Grand ideas, global reverberations: Grand Canyon at its 6 millionth anniversary

The Grand Canyon was carved by the Colorado River, a ribbon of life-giving water that flows through the center of a desert wilderness. It was down this uncharted river that naturalist John Wesley Powell, a one-armed Civil War veteran, and his crew plunged in 1869 when they rafted through the Grand Canyon in what has been called “one of the most daring journeys in American history.”

In commemoration of the 150th anniversary of this remarkable expedition, as well as Grand Canyon National Park’s 100th anniversary, four sessions at the Geological Society of Annual Meeting in Phoenix will highlight the unparalleled role the Grand Canyon plays in advancing scientific discoveries, promoting geoscience research and education, and inspiring the millions of people who visit it each year.

On Monday, 23 Sept. 2019, a keynote session will cover geoscience research, education, and the human connections to the Grand Canyon, an “important but often overlooked space between new scientific research and its societal importance,” says co-convener Karl Karlstrom, a University of New Mexico geologist. “These important milestones prompt us to reflect back, to take stock of the present, and also to look forward to the next 100 years.”

When geologists look back, says Karlstrom, they really look back — so much so that he and the other conveners, including Steven Semken from Arizona State University, Eleanour Snow from the U.S. Geological Survey, and Laura Crossey from the University of New Mexico, added a “six millionth” anniversary to the session title.
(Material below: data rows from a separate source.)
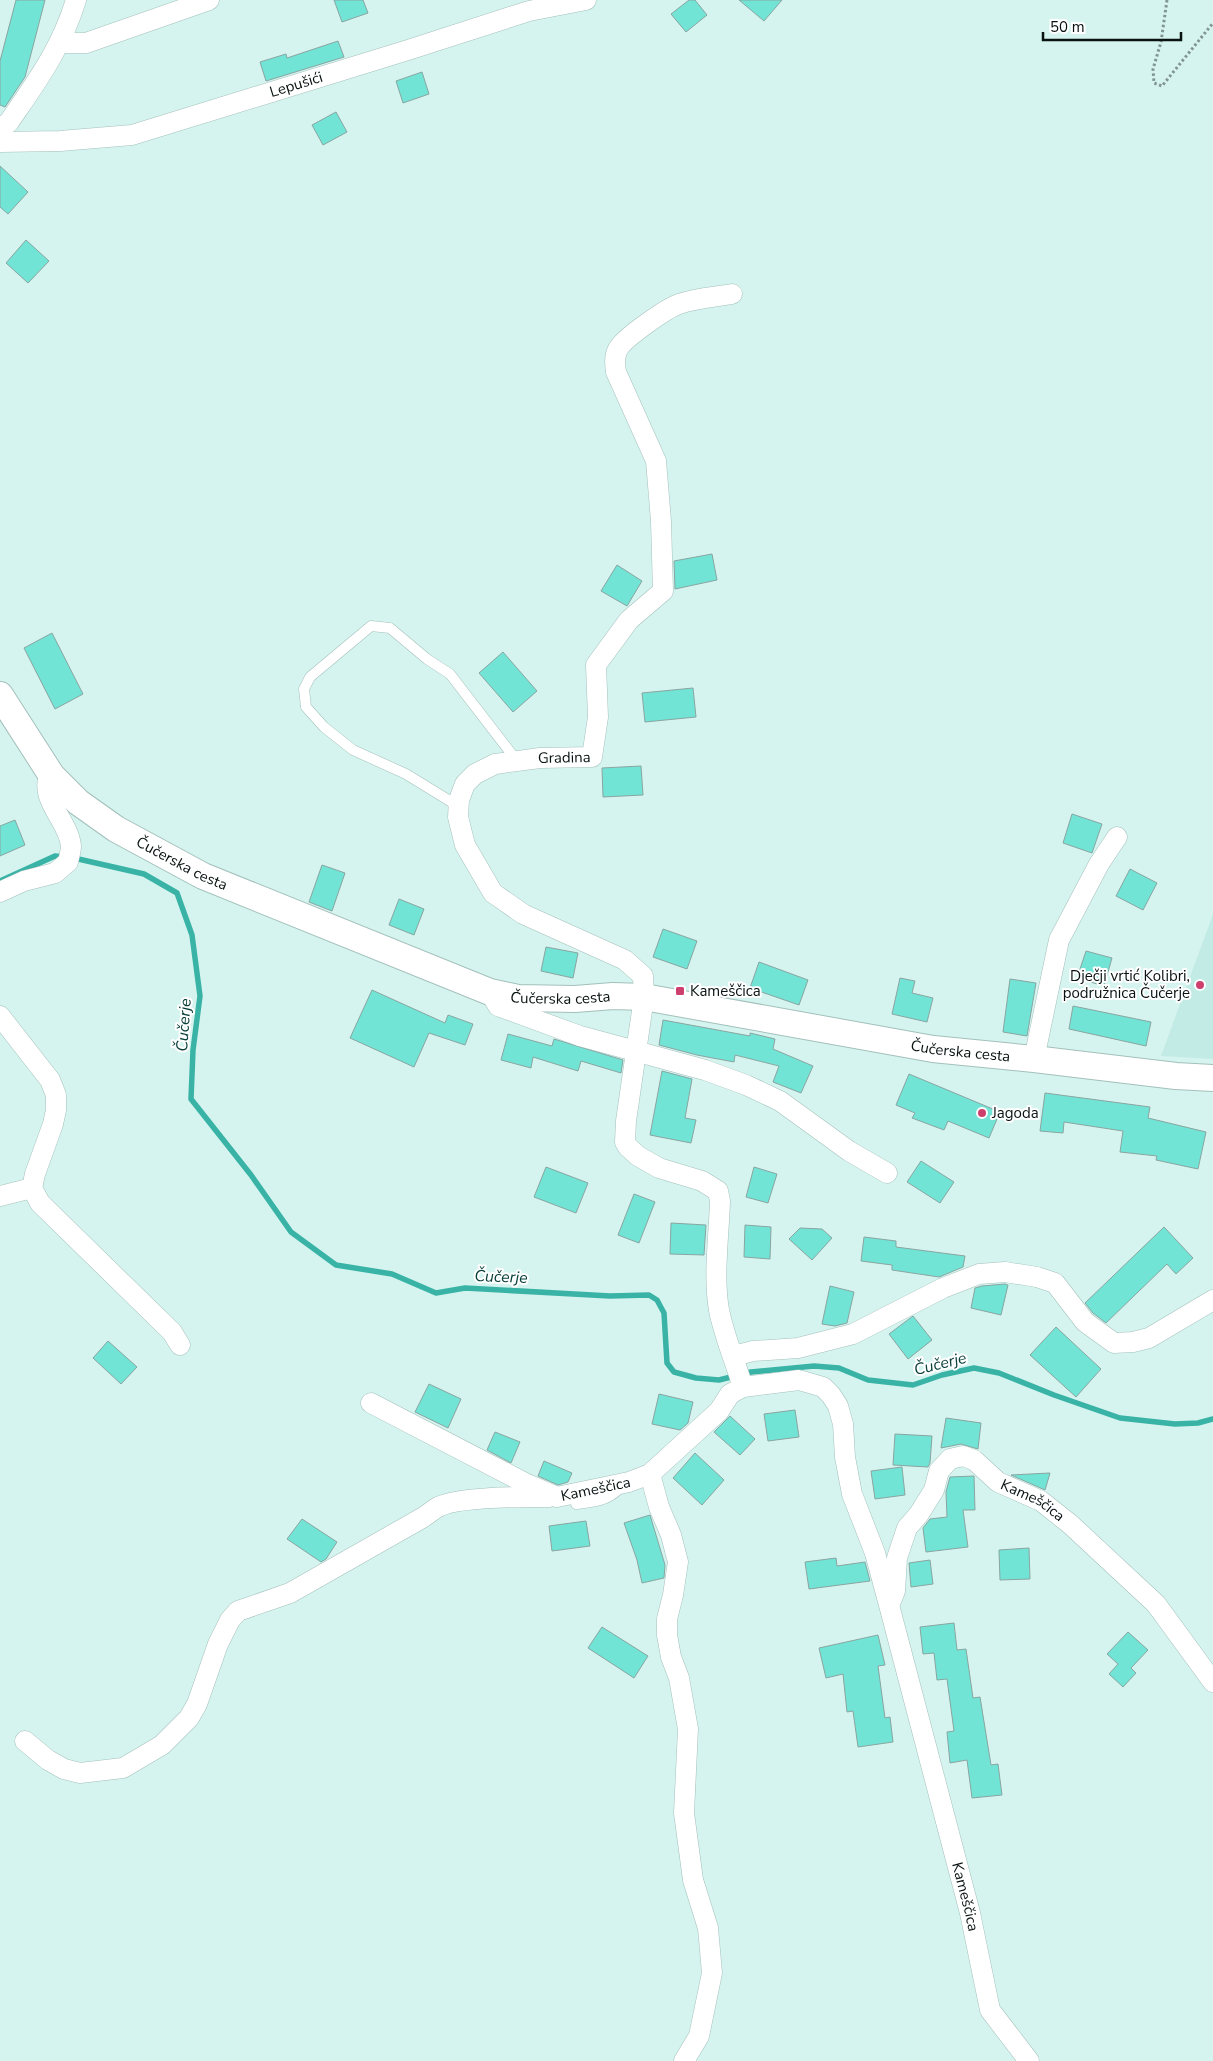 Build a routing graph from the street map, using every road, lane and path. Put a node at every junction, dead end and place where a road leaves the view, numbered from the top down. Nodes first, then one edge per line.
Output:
1 (76, 0) edge
2 (209, 0) edge
3 (586, 0) edge
4 (1167, 0) edge
5 (1213, 24) edge
6 (60, 43) junction
7 (0, 129) edge
8 (0, 142) edge
9 (732, 294) dead end
10 (0, 695) edge
11 (517, 761) junction
12 (50, 774) junction
13 (458, 806) junction
14 (1117, 837) dead end
15 (0, 892) edge
16 (490, 992) junction
17 (644, 997) junction
18 (0, 1016) edge
19 (636, 1050) junction
20 (1034, 1059) junction
21 (1213, 1078) edge
22 (888, 1173) dead end
23 (32, 1188) junction
24 (0, 1196) edge
25 (1213, 1300) edge
26 (180, 1345) dead end
27 (739, 1373) junction
28 (371, 1403) dead end
29 (650, 1474) junction
30 (624, 1483) junction
31 (557, 1497) junction
32 (576, 1504) dead end
33 (889, 1605) junction
34 (1213, 1682) edge
35 (25, 1741) dead end
36 (684, 2061) edge
37 (1029, 2061) edge

1 - 6 street
2 - 6 street
3 - 8 street, Lepušići
4 - 5 path
6 - 7 street
9 - 11 street, Gradina
10 - 12 street, Čučerska cesta
11 - 13 street, Gradina
11 - 13 lane
12 - 15 street
12 - 16 street, Čučerska cesta
13 - 17 street, Gradina
14 - 20 street
16 - 17 street, Čučerska cesta
16 - 19 street
17 - 19 street
17 - 20 street, Čučerska cesta
18 - 23 street
19 - 22 street
19 - 27 street
20 - 21 street, Čučerska cesta
23 - 24 street
23 - 26 street
25 - 27 street
27 - 29 street, Kameščica
27 - 33 street, Kameščica
28 - 31 street, Kameščica
29 - 30 street, Kameščica
29 - 36 street
30 - 31 street, Kameščica
30 - 32 lane
31 - 35 street
33 - 34 street, Kameščica
33 - 37 street, Kameščica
Current research suggests that was when the Colorado River stitched together several preexisting canyons into an integrated drainage that flowed along the river’s current course from the Colorado Plateau to the Gulf of California. “Grand Canyon itself is geologically young when compared to the nearly two-billion-year-old rocks at its bottom,” says Karlstrom, “so the conveners added the six millionth geologic anniversary to help put our human time scales into geoperspective.”

Keynote speakers will include two Native Americans, Navajo Jason Nez and Ophelia Watahomigie-Corliss, a member of the Havasupai Tribal Council. Watahomigie-Corliss will explain why the centennial year is not a celebration for members of her tribe, and how the changes they have endured as a result of the national park’s founding impacts them to the present day. Karlstrom hopes these talks will offer “a perspective that mixes some realism, some hope, and direction for improved future partnership.”

Two additional oral sessions, one on Monday afternoon and a second on Tuesday morning, 24 September, plus a Wednesday, 25 September, poster session, will consider the Grand Canyon within a broader regional context and cover some of the numerous ongoing scientific debates regarding the Colorado Plateau and Rocky Mountain region — and their global implications.

One of the current debates revolves around the origin of the Great Unconformity, a 1.3-billion-year gap in the Grand Canyon’s rock record that Powell recognized. This feature is unusual, says Karlstrom, in that it is the only such gap that appears to be global in its distribution.

Recent research suggests the Great Unconformity encompasses multiple episodes of erosion, each with a different cause. These appear to include the construction and breakup of a supercontinent, a “snowball Earth” episode during which the planet was completely frozen, and “a major flooding of the continent by advancing seas that was (somehow) related to one of the most interesting explosions in animal evolution in Earth history,” says Karlstrom.

All four sessions will feature presentations that highlight the importance of the Grand Canyon for advancing geoscience research. These include short-term management of water-related issues, such as providing drinking water for the national park’s six million annual visitors, as well managing the new river ecosystem created by the network of dams placed on the Colorado River. Recent research on Grand Canyon rocks has also revealed new insights into the formation of the North American continent around 1.8-1.7 billion years ago as well as the explosion in the diversity of animal life that occurred about 650-550 million years ago.

Many of these advances, says Karlstrom, have had global reverberations, assuring that the influence of this iconic canyon will extend well beyond its next big set of anniversaries. “The Grand Canyon will continue to be at the forefront of geoscience research, public education, and resource management and sustainability,” he says.